# Clustering algorithm: optimizing spatial points pairing

Hi,

I am currently facing a clustering procedure issue.
I have been digging into different kind of clustering algorithms but can't find the appropriate one to solve my problem.

To simplify the situation, here is what I am trying to do: let's say I have points defined with GPS coordinates.

• I have n points of type A
• and m points of type B, with m>n.

I want to build pairs of A and B, so that each type-A point would be paired with a close type-B point, additionnal B points would be left alone. I want to apply an algorithm that would optimize the formation of pairs so that mean A-B distances would be minimized.

Any idea of a function/package that would work?

Than you

Use a k nearest neighbor function, knn in one of the many R packages with this functionality.

While you can surely use clustering algorithms to maybe speed up the process, what you have is an optimization problem.
I don't think any out-of-the-box clustering function or package will get you what you want.
can B be paired multiple times or just once?

I would try to formulate this as an optimization problem and then use one of the optimizer packages.

1 Like

Yes it is typically an optimization problem, but I have no idea what I should use to solve it.

A and B can't be paired several times.

Once you've settled on your optimization method, check out CRAN Task View on Optimization.

I think you are jumping a couple of steps by wondering what package or solver to use.
First, figure out the formulation, then method, then package & solver.
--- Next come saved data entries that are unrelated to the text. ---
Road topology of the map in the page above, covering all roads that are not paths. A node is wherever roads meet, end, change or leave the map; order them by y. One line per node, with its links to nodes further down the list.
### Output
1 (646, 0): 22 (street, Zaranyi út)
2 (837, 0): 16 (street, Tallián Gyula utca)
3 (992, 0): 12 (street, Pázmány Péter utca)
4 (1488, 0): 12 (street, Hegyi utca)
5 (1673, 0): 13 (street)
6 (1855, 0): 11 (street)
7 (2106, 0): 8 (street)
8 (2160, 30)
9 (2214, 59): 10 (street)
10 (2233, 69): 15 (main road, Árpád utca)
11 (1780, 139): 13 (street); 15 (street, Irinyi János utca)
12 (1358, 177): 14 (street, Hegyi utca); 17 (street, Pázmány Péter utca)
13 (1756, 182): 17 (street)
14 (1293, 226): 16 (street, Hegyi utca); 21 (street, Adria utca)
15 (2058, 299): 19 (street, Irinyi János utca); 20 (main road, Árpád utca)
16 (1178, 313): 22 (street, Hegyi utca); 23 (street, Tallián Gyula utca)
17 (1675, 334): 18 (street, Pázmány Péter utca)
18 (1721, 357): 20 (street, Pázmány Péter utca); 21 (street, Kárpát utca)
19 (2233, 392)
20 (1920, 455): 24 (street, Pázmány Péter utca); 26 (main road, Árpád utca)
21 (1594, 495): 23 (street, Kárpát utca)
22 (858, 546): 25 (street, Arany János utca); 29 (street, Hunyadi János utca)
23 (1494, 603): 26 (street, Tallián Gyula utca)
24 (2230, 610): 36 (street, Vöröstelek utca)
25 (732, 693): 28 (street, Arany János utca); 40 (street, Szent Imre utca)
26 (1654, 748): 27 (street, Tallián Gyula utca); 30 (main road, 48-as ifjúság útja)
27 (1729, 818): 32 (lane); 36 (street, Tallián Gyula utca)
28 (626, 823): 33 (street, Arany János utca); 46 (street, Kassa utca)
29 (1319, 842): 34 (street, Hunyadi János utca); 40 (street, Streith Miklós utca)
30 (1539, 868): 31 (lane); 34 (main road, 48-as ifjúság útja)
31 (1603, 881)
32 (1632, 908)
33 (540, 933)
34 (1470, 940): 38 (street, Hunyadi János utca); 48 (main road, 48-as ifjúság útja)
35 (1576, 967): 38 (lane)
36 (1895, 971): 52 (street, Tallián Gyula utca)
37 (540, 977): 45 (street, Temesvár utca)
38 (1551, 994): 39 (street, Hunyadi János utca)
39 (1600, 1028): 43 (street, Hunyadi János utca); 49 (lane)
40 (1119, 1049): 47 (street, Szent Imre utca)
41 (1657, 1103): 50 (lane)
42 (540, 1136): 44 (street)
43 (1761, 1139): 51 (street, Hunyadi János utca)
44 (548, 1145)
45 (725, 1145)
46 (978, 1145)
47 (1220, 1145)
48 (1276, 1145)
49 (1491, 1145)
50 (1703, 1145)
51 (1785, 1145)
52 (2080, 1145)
What I see is a possible IP formulation

Minimize:
\sum d_{ij} x_{ij}
where d_{ij} are the distances, x_{ij} are binary decision variables (1 if you use that pairing), i indexes the A's, and j indexes the B's.

Constraints:
\sum_{j} x_{ij} = 1 \; \; \forall i so that A is paired but only once
\sum_{i} x_{ij} \le 1 \; \; \forall j so that B is only paired 0 or 1 time
assuming N < M where N, M are the index size of i,j respectively.

I did this very quickly so take this with a huge grain of salt.
I hope that gives you an idea on how to start the problem.